* [Task directions]
The records appear below. Report how many of their lines contain the word "伊賀コリドールロード", giving the number alone.

(Extracted data Opens)

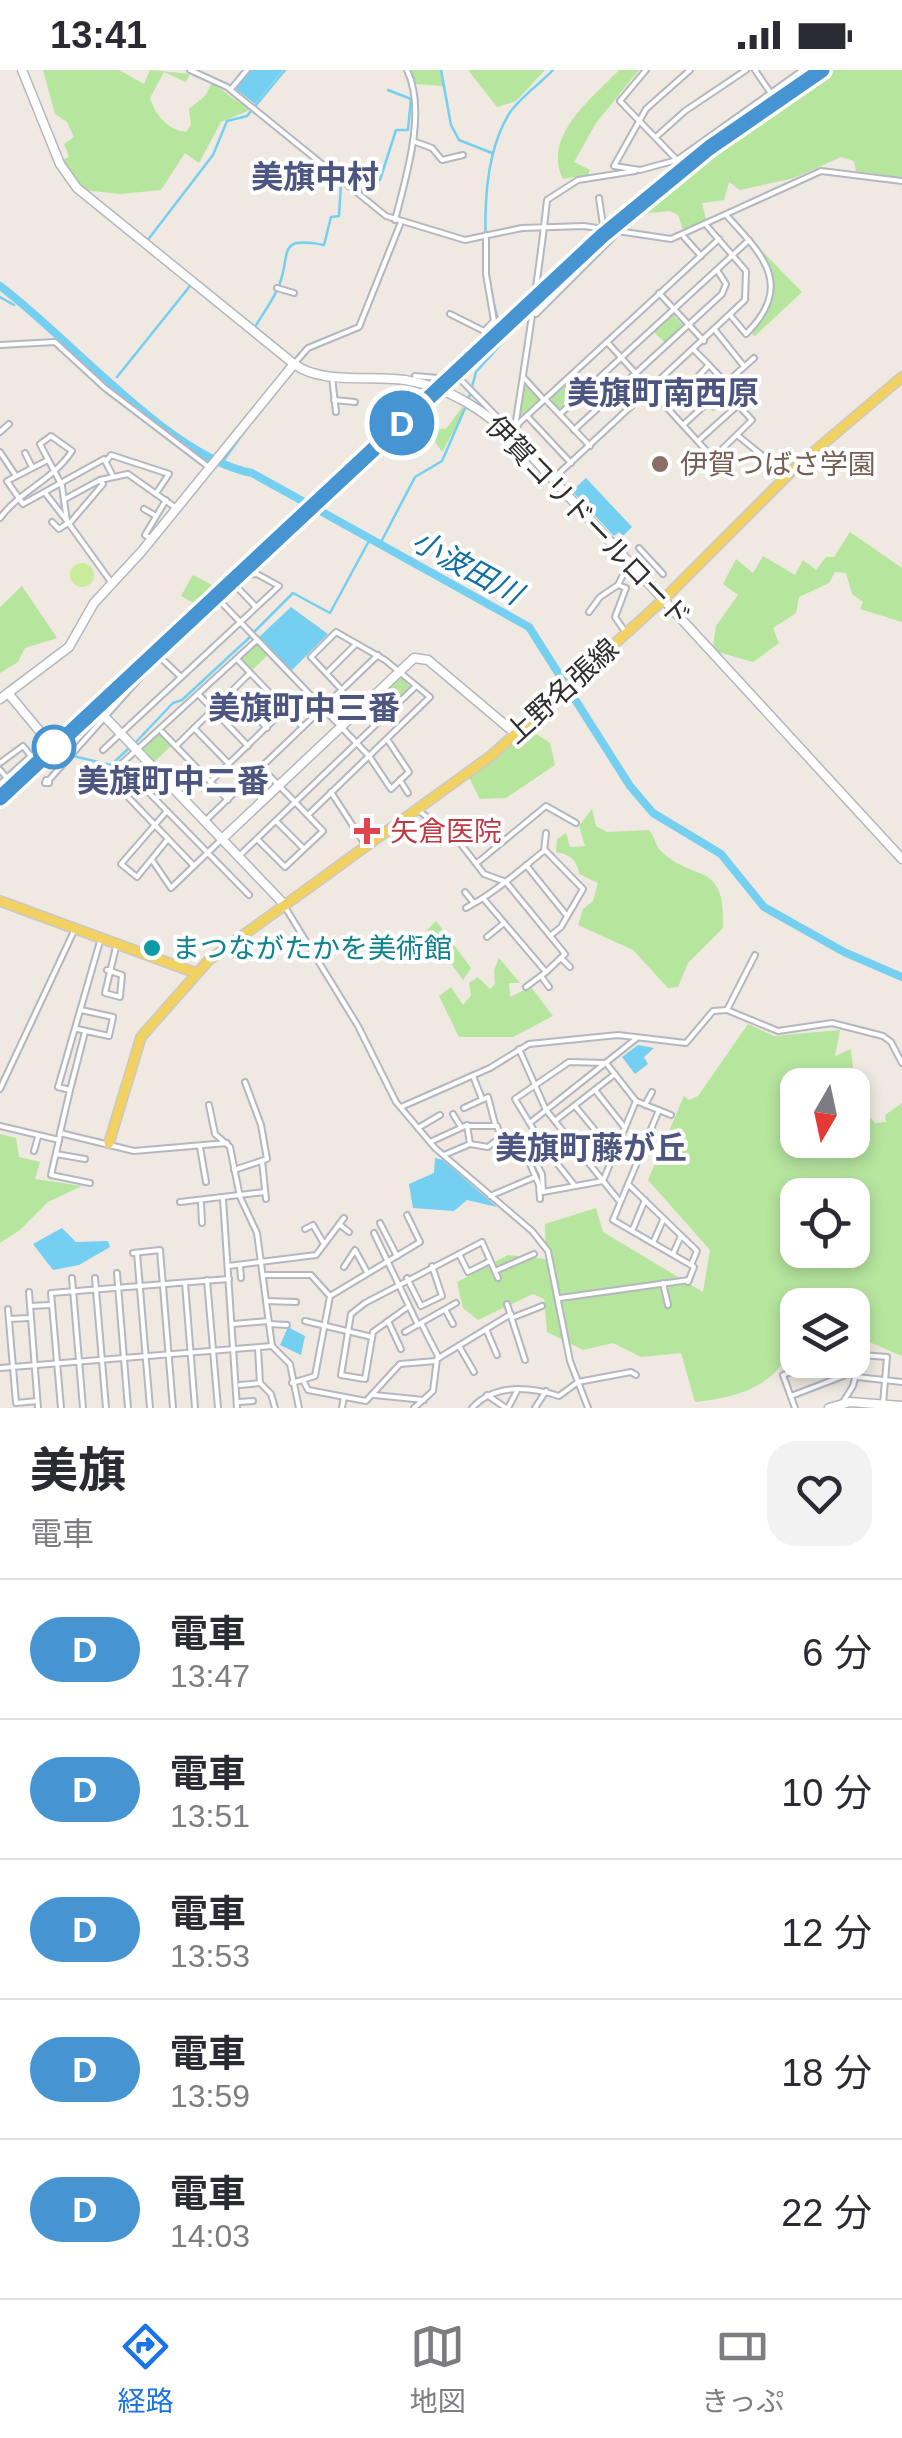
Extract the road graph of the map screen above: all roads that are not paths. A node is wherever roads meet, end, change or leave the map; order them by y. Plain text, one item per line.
1 (22, 70) edge
2 (190, 70) edge
3 (246, 70) edge
4 (407, 70) edge
5 (646, 70) edge
6 (690, 70) edge
7 (746, 70) edge
8 (755, 70) edge
9 (803, 70) edge
10 (231, 90) junction
11 (770, 92) junction
12 (638, 119) junction
13 (656, 137) junction
14 (412, 142) junction
15 (463, 155) dead end
16 (677, 160) junction
17 (640, 170) junction
18 (902, 182) edge
19 (599, 198) dead end
20 (622, 212) dead end
21 (727, 216) junction
22 (398, 221) junction
23 (544, 226) junction
24 (601, 226) junction
25 (707, 226) junction
26 (616, 234) junction
27 (488, 235) junction
28 (684, 236) junction
29 (719, 240) junction
30 (749, 240) junction
31 (733, 255) junction
32 (701, 256) junction
33 (716, 270) junction
34 (278, 288) dead end
35 (660, 293) junction
36 (294, 294) dead end
37 (674, 309) junction
38 (450, 314) dead end
39 (536, 314) junction
40 (731, 316) junction
41 (688, 324) junction
42 (715, 330) junction
43 (704, 341) junction
44 (607, 342) junction
45 (0, 346) edge
46 (694, 350) junction
47 (621, 358) junction
48 (754, 358) dead end
49 (294, 364) junction
50 (708, 365) junction
51 (744, 366) junction
52 (636, 373) junction
53 (332, 375) junction
54 (415, 376) dead end
55 (902, 376) edge
56 (523, 377) junction
57 (689, 388) junction
58 (651, 389) junction
59 (545, 399) junction
60 (334, 400) junction
61 (355, 402) dead end
62 (668, 408) junction
63 (336, 412) dead end
64 (560, 414) junction
65 (527, 416) junction
66 (683, 424) junction
67 (6, 425) dead end
68 (574, 430) junction
69 (0, 432) edge
70 (514, 432) junction
71 (738, 435) junction
72 (698, 441) junction
73 (590, 446) junction
74 (0, 452) edge
75 (25, 454) dead end
76 (48, 460) junction
77 (107, 460) junction
78 (571, 463) junction
79 (214, 464) junction
80 (33, 468) junction
81 (56, 475) junction
82 (16, 476) junction
83 (113, 476) junction
84 (788, 476) junction
85 (100, 480) junction
86 (553, 480) junction
87 (60, 484) junction
88 (45, 492) junction
89 (157, 492) junction
90 (97, 494) junction
91 (16, 498) junction
92 (65, 499) junction
93 (108, 499) dead end
94 (166, 500) junction
95 (176, 508) junction
96 (144, 509) dead end
97 (156, 516) junction
98 (0, 518) edge
99 (52, 522) dead end
100 (68, 522) junction
101 (152, 540) junction
102 (638, 548) dead end
103 (630, 562) junction
104 (652, 563) junction
105 (641, 574) junction
106 (662, 574) dead end
107 (111, 582) junction
108 (618, 585) junction
109 (236, 586) junction
110 (664, 599) junction
111 (220, 601) junction
112 (256, 607) junction
113 (589, 612) dead end
114 (240, 622) junction
115 (626, 633) junction
116 (257, 640) junction
117 (357, 644) junction
118 (378, 655) junction
119 (160, 657) junction
120 (236, 659) junction
121 (398, 670) junction
122 (250, 674) junction
123 (326, 674) junction
124 (181, 678) junction
125 (416, 686) junction
126 (342, 690) junction
127 (232, 692) junction
128 (198, 694) junction
129 (4, 696) edge
130 (323, 708) junction
131 (213, 709) junction
132 (286, 709) junction
133 (105, 717) junction
134 (340, 725) junction
135 (194, 728) junction
136 (267, 728) junction
137 (303, 728) junction
138 (160, 730) junction
139 (42, 734) dead end
140 (121, 734) junction
141 (516, 734) junction
142 (387, 739) junction
143 (357, 743) junction
144 (176, 746) junction
145 (248, 746) junction
146 (103, 750) dead end
147 (137, 750) junction
148 (369, 756) junction
149 (122, 764) junction
150 (229, 764) junction
151 (0, 766) edge
152 (261, 767) junction
153 (7, 778) junction
154 (49, 780) dead end
155 (400, 780) junction
156 (210, 782) junction
157 (0, 784) edge
158 (278, 785) junction
159 (332, 792) junction
160 (408, 793) dead end
161 (228, 800) junction
162 (295, 802) junction
163 (416, 807) junction
164 (167, 812) junction
165 (308, 815) junction
166 (205, 821) junction
167 (276, 821) junction
168 (576, 823) dead end
169 (154, 824) junction
170 (546, 833) dead end
171 (168, 838) junction
172 (222, 839) junction
173 (257, 839) junction
174 (364, 844) junction
175 (304, 849) junction
176 (544, 851) junction
177 (208, 853) junction
178 (239, 856) junction
179 (152, 859) junction
180 (902, 859) edge
181 (476, 864) junction
182 (526, 865) junction
183 (194, 866) junction
184 (506, 882) junction
185 (465, 892) dead end
186 (249, 894) dead end
187 (483, 898) junction
188 (0, 901) edge
189 (283, 903) junction
190 (474, 903) junction
191 (466, 908) dead end
192 (567, 916) junction
193 (504, 922) junction
194 (76, 927) junction
195 (102, 936) junction
196 (550, 936) junction
197 (487, 937) dead end
198 (117, 942) junction
199 (755, 955) dead end
200 (561, 958) junction
201 (570, 967) dead end
202 (107, 970) junction
203 (196, 973) junction
204 (543, 974) junction
205 (549, 986) dead end
206 (526, 987) dead end
207 (80, 1010) junction
208 (727, 1010) junction
209 (75, 1028) junction
210 (86, 1031) junction
211 (637, 1038) junction
212 (519, 1049) junction
213 (606, 1063) junction
214 (902, 1063) edge
215 (615, 1074) junction
216 (473, 1076) junction
217 (245, 1082) dead end
218 (536, 1085) junction
219 (58, 1086) junction
220 (0, 1089) edge
221 (70, 1090) junction
222 (594, 1090) junction
223 (652, 1092) dead end
224 (55, 1097) dead end
225 (482, 1099) junction
226 (636, 1101) junction
227 (208, 1104) dead end
228 (645, 1105) junction
229 (575, 1106) junction
230 (401, 1107) junction
231 (464, 1108) dead end
232 (546, 1110) junction
233 (658, 1110) junction
234 (454, 1114) dead end
235 (440, 1115) dead end
236 (671, 1115) dead end
237 (555, 1121) junction
238 (529, 1123) junction
239 (495, 1125) junction
240 (0, 1126) edge
241 (464, 1126) junction
242 (418, 1128) junction
243 (625, 1128) junction
244 (60, 1133) junction
245 (38, 1137) junction
246 (500, 1137) junction
247 (58, 1140) junction
248 (430, 1142) junction
249 (540, 1142) junction
250 (109, 1143) junction
251 (228, 1143) junction
252 (470, 1144) junction
253 (200, 1146) junction
254 (34, 1152) dead end
255 (56, 1154) junction
256 (614, 1154) junction
257 (444, 1156) junction
258 (85, 1158) dead end
259 (262, 1160) junction
260 (234, 1170) junction
261 (536, 1178) junction
262 (603, 1181) junction
263 (90, 1182) dead end
264 (206, 1182) dead end
265 (628, 1184) junction
266 (575, 1186) junction
267 (490, 1196) junction
268 (240, 1197) junction
269 (223, 1199) junction
270 (540, 1199) dead end
271 (645, 1200) junction
272 (200, 1201) junction
273 (180, 1202) dead end
274 (620, 1202) junction
275 (407, 1215) dead end
276 (344, 1218) dead end
277 (663, 1218) junction
278 (202, 1223) dead end
279 (380, 1223) dead end
280 (339, 1224) junction
281 (305, 1229) dead end
282 (632, 1231) junction
283 (349, 1232) dead end
284 (374, 1233) dead end
285 (681, 1235) junction
286 (653, 1243) junction
287 (324, 1244) junction
288 (458, 1252) junction
289 (534, 1254) dead end
290 (673, 1254) junction
291 (396, 1256) junction
292 (283, 1259) junction
293 (387, 1260) junction
294 (490, 1261) junction
295 (261, 1262) junction
296 (240, 1264) junction
297 (691, 1265) junction
298 (228, 1266) junction
299 (344, 1266) dead end
300 (432, 1266) junction
301 (367, 1272) junction
302 (494, 1272) junction
303 (117, 1273) dead end
304 (263, 1275) junction
305 (285, 1275) junction
306 (72, 1278) dead end
307 (95, 1278) dead end
308 (230, 1278) junction
309 (240, 1278) dead end
310 (408, 1278) junction
311 (498, 1278) dead end
312 (207, 1280) junction
313 (185, 1282) junction
314 (663, 1283) junction
315 (162, 1284) junction
316 (398, 1284) junction
317 (140, 1286) junction
318 (118, 1288) junction
319 (96, 1290) junction
320 (73, 1291) junction
321 (29, 1292) dead end
322 (330, 1296) junction
323 (560, 1298) junction
324 (266, 1301) junction
325 (296, 1302) dead end
326 (456, 1303) dead end
327 (52, 1304) junction
328 (507, 1304) dead end
329 (668, 1305) dead end
330 (30, 1306) junction
331 (409, 1306) junction
332 (542, 1306) dead end
333 (8, 1309) dead end
334 (445, 1310) junction
335 (511, 1316) junction
336 (30, 1318) junction
337 (8, 1319) junction
338 (388, 1320) junction
339 (306, 1321) dead end
340 (268, 1322) junction
341 (233, 1324) junction
342 (419, 1324) junction
343 (453, 1324) dead end
344 (287, 1325) dead end
345 (324, 1327) junction
346 (486, 1329) junction
347 (10, 1331) junction
348 (0, 1332) edge
349 (348, 1332) junction
350 (405, 1332) dead end
351 (461, 1334) dead end
352 (372, 1338) junction
353 (466, 1342) junction
354 (258, 1346) junction
355 (272, 1346) junction
356 (459, 1346) junction
357 (235, 1348) junction
358 (401, 1348) dead end
359 (213, 1350) junction
360 (370, 1350) junction
361 (190, 1352) junction
362 (381, 1352) dead end
363 (168, 1354) junction
364 (497, 1355) dead end
365 (870, 1355) edge
366 (146, 1356) junction
367 (124, 1358) junction
368 (437, 1359) junction
369 (102, 1360) junction
370 (526, 1360) dead end
371 (80, 1361) junction
372 (57, 1363) junction
373 (34, 1365) junction
374 (12, 1367) junction
375 (0, 1368) edge
376 (474, 1372) dead end
377 (636, 1375) dead end
378 (870, 1377) edge
379 (784, 1378) edge
380 (844, 1378) edge
381 (855, 1378) edge
382 (303, 1380) junction
383 (885, 1380) junction
384 (578, 1382) junction
385 (902, 1382) edge
386 (260, 1383) junction
387 (292, 1384) junction
388 (238, 1385) junction
389 (853, 1386) junction
390 (518, 1389) junction
391 (546, 1391) junction
392 (372, 1395) junction
393 (486, 1395) junction
394 (790, 1396) junction
395 (344, 1397) junction
396 (424, 1400) junction
397 (253, 1401) dead end
398 (864, 1402) junction
399 (38, 1404) edge
400 (838, 1404) junction
401 (238, 1405) edge
402 (878, 1405) edge
403 (902, 1406) edge
404 (60, 1408) edge
405 (83, 1408) edge
406 (95, 1408) edge
407 (106, 1408) edge
408 (128, 1408) edge
409 (150, 1408) edge
410 (173, 1408) edge
411 (195, 1408) edge
412 (218, 1408) edge
413 (275, 1408) edge
414 (299, 1408) edge
415 (342, 1408) edge
416 (414, 1408) edge
417 (472, 1408) edge
418 (507, 1408) edge
419 (534, 1408) edge
420 (588, 1408) edge
421 (795, 1408) edge
422 (828, 1408) edge

1 - 49 street, 伊賀コリドールロード
2 - 10 street
3 - 10 street
4 - 14 street
5 - 12 street
6 - 12 street
7 - 13 street
8 - 11 street
9 - 11 street
10 - 22 street
11 - 16 street
12 - 13 street
12 - 17 street
13 - 16 street
14 - 15 street
14 - 22 street
16 - 17 street
17 - 23 street
18 - 21 street
19 - 24 street
20 - 24 street
21 - 25 street
21 - 30 street
22 - 27 street
22 - 49 street
23 - 24 street
23 - 27 street
23 - 39 street
24 - 26 street
25 - 28 street
25 - 29 street
26 - 28 street
26 - 39 street
27 - 38 street
28 - 32 street
29 - 31 street
29 - 32 street
30 - 31 street
30 - 40 street
31 - 33 street
31 - 40 street
32 - 35 street
33 - 37 street
33 - 41 street
34 - 36 street
35 - 37 street
35 - 44 street
37 - 41 street
37 - 47 street
39 - 56 street
40 - 42 street
41 - 43 street
41 - 52 street
42 - 43 street
42 - 51 street
43 - 46 street
44 - 47 street
44 - 59 street
45 - 79 street
46 - 50 street
46 - 58 street
47 - 52 street
47 - 64 street
48 - 51 street
49 - 53 street, 伊賀コリドールロード
49 - 79 street
50 - 51 street
50 - 57 street
52 - 58 street
52 - 68 street
53 - 60 street
53 - 70 street, 伊賀コリドールロード
54 - 70 street
55 - 84 main road, 上野名張線
56 - 59 street
56 - 70 street
57 - 62 street
57 - 66 street
58 - 62 street
58 - 73 street
59 - 64 street
59 - 65 street
60 - 61 street
60 - 63 street
62 - 66 street
64 - 68 street
65 - 70 street
65 - 78 street
66 - 72 street
67 - 69 street
68 - 73 street
70 - 86 street, 伊賀コリドールロード
71 - 72 street
71 - 72 street
71 - 84 street
73 - 78 street
74 - 82 street
75 - 80 street
76 - 80 street
76 - 81 street
76 - 81 street
77 - 83 street
77 - 87 street
77 - 89 street
78 - 86 street
79 - 95 street
80 - 82 street
81 - 87 street
81 - 91 street
82 - 91 street
83 - 85 street
83 - 89 street
84 - 110 main road, 上野名張線
85 - 90 street
85 - 92 street
86 - 103 street, 伊賀コリドールロード
87 - 88 street
87 - 92 street
88 - 91 street
88 - 100 street
89 - 94 street
90 - 93 street
90 - 100 street
91 - 98 street
92 - 100 street
94 - 95 street
94 - 97 street
95 - 101 street
96 - 97 street
97 - 101 street
99 - 100 street
100 - 107 street
101 - 107 street
102 - 104 street
103 - 105 street, 伊賀コリドールロード
103 - 108 street
104 - 105 street
104 - 106 street
105 - 110 street, 伊賀コリドールロード
107 - 129 street
108 - 113 street
108 - 115 street
109 - 111 street
109 - 112 street
109 - 112 street
110 - 115 main road, 上野名張線
110 - 180 street, 伊賀コリドールロード
111 - 114 street
111 - 119 street
112 - 114 street
114 - 116 street
114 - 124 street
115 - 141 main road, 上野名張線
116 - 120 street
116 - 130 street
117 - 118 street
117 - 123 street
117 - 123 street
118 - 121 street
118 - 126 street
119 - 124 street
119 - 133 street
120 - 122 street
120 - 128 street
121 - 125 street
121 - 134 street
121 - 141 street
122 - 127 street
122 - 132 street
123 - 126 street
124 - 140 street
125 - 142 street
125 - 143 street
126 - 130 street
127 - 131 street
127 - 136 street
128 - 131 street
128 - 138 street
129 - 139 street
130 - 134 street
130 - 137 street
131 - 135 street
131 - 145 street
132 - 136 street
132 - 137 street
133 - 140 street
133 - 154 street
134 - 143 street
134 - 158 street
135 - 144 street
135 - 150 street
136 - 145 street
137 - 152 street
138 - 144 street
138 - 147 street
140 - 146 street
140 - 147 street
141 - 163 main road, 上野名張線
142 - 148 street
142 - 155 street
143 - 148 street
143 - 162 street
144 - 156 street
145 - 150 street
147 - 149 street
147 - 166 street
148 - 155 street
148 - 159 street
149 - 164 street
149 - 169 street
150 - 156 street
151 - 153 street
151 - 153 street
152 - 158 street
152 - 161 street
153 - 157 street
155 - 160 street
156 - 161 street
158 - 162 street
158 - 172 street
159 - 165 street
159 - 174 street
161 - 166 street
162 - 165 street
162 - 167 street
163 - 174 main road, 上野名張線
163 - 181 street
164 - 169 street
164 - 177 street
165 - 175 street
166 - 172 street
167 - 173 street
167 - 175 street
168 - 181 street
169 - 171 street
169 - 179 street
170 - 176 street
171 - 179 street
171 - 183 street
172 - 177 street
172 - 178 street
173 - 175 street
173 - 178 street
174 - 189 main road, 上野名張線
176 - 182 street
176 - 192 street
177 - 183 street
177 - 186 street
178 - 189 street
179 - 183 street
181 - 184 street
182 - 184 street
182 - 192 street
184 - 187 street
184 - 196 street
185 - 190 street
187 - 190 street
187 - 193 street
188 - 194 main road
189 - 203 main road, 上野名張線
189 - 230 street
190 - 191 street
192 - 196 street
193 - 197 street
193 - 204 street
194 - 195 main road
194 - 220 street
195 - 198 main road
195 - 207 street
196 - 200 street
198 - 202 street
198 - 203 main road
199 - 208 street
200 - 201 street
200 - 204 street
202 - 202 street
203 - 250 main road, 上野名張線
204 - 205 street
204 - 206 street
207 - 209 street
207 - 210 street
208 - 211 street
208 - 214 street
209 - 210 street
209 - 219 street
210 - 221 street
211 - 212 street
211 - 213 street
212 - 216 street
212 - 218 street
213 - 215 street
213 - 218 street
213 - 232 street
215 - 222 street
215 - 226 street
216 - 225 street
216 - 230 street
217 - 259 street
218 - 232 street
218 - 238 street
219 - 221 street
219 - 224 street
221 - 244 street
222 - 229 street
222 - 243 street
223 - 228 street
225 - 231 street
225 - 239 street
226 - 228 street
226 - 243 street
227 - 251 street
228 - 233 street
229 - 237 street
229 - 256 street
230 - 242 street
232 - 237 street
232 - 238 street
233 - 236 street
233 - 265 street
234 - 241 street
235 - 242 street
237 - 262 street
238 - 249 street
239 - 241 street
239 - 246 street
240 - 245 street
241 - 248 street
241 - 252 street
242 - 248 street
243 - 256 street
244 - 247 street
244 - 250 street
245 - 247 street
245 - 254 street
246 - 252 street
246 - 261 street
247 - 255 street
248 - 257 street
249 - 266 street
249 - 266 street
250 - 253 street
251 - 253 street
251 - 260 street
252 - 257 street
253 - 264 street
255 - 258 street
255 - 263 street
256 - 262 street
257 - 267 street
259 - 260 street
259 - 268 street
260 - 268 street
261 - 267 street
261 - 270 street
262 - 266 street
262 - 274 street
265 - 271 street
265 - 274 street
267 - 323 street
268 - 269 street
268 - 295 street
269 - 272 street
269 - 298 street
271 - 277 street
271 - 282 street
272 - 273 street
272 - 278 street
274 - 282 street
275 - 291 street
276 - 280 street
277 - 285 street
277 - 286 street
279 - 291 street
280 - 283 street
280 - 287 street
281 - 287 street
282 - 286 street
284 - 293 street
285 - 290 street
285 - 297 street
286 - 290 street
287 - 292 street
288 - 294 street
288 - 294 street
288 - 300 street
289 - 302 street
290 - 297 street
291 - 293 street
292 - 295 street
292 - 305 street
293 - 301 street
293 - 316 street
294 - 302 street
295 - 296 street
295 - 304 street
296 - 298 street
296 - 309 street
297 - 314 street
298 - 308 street
299 - 301 street
300 - 310 street
300 - 310 street
301 - 322 street
302 - 311 street
303 - 318 street
304 - 305 street
304 - 324 street
305 - 322 street
306 - 320 street
307 - 319 street
308 - 312 street
308 - 341 street
310 - 316 street
312 - 313 street
312 - 359 street
313 - 315 street
313 - 361 street
314 - 323 street
314 - 329 street
315 - 317 street
315 - 317 street
315 - 363 street
316 - 331 street
316 - 349 street
317 - 318 street
317 - 366 street
318 - 319 street
318 - 367 street
319 - 320 street
319 - 369 street
320 - 327 street
320 - 371 street
321 - 330 street
322 - 345 street
323 - 384 street
324 - 325 street
324 - 340 street
326 - 334 street
327 - 330 street
327 - 372 street
328 - 335 street
330 - 336 street
331 - 338 street
331 - 342 street
332 - 335 street
333 - 337 street
334 - 342 street
334 - 343 street
335 - 346 street
335 - 370 street
336 - 337 street
336 - 373 street
337 - 347 street
338 - 352 street
338 - 358 street
339 - 345 street
340 - 341 street
340 - 344 street
340 - 355 street
341 - 357 street
342 - 350 street
342 - 368 street
345 - 349 street
345 - 382 street
346 - 353 street
346 - 364 street
347 - 348 street
347 - 374 street
349 - 352 street
349 - 360 street
351 - 353 street
352 - 360 street
353 - 356 street
354 - 355 street
354 - 357 street
354 - 386 street
355 - 387 street
356 - 368 street
356 - 376 street
357 - 359 street
357 - 388 street
359 - 361 street
359 - 412 street
360 - 362 street
361 - 363 street
361 - 411 street
363 - 366 street
363 - 410 street
365 - 383 street
366 - 367 street
366 - 409 street
367 - 369 street
367 - 408 street
368 - 392 street
368 - 396 street
369 - 371 street
369 - 407 street
371 - 372 street
371 - 405 street
372 - 373 street
372 - 404 street
373 - 374 street
373 - 399 street
374 - 375 street
374 - 399 street
377 - 384 street
378 - 383 street
379 - 394 street
380 - 394 street
381 - 389 street
382 - 387 street
382 - 395 street
383 - 385 street
383 - 402 street
384 - 391 street
384 - 420 street
386 - 388 street
386 - 413 street
387 - 414 street
388 - 401 street
389 - 398 street
389 - 400 street
390 - 391 street
390 - 393 street
390 - 418 street
391 - 419 street
392 - 395 street
392 - 396 street
393 - 417 street
393 - 418 street
394 - 421 street
395 - 415 street
396 - 416 street
397 - 401 street
398 - 400 street
398 - 402 street
400 - 422 street
402 - 403 street
406 - 407 street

(Extracted data Closes)

* [Result]
8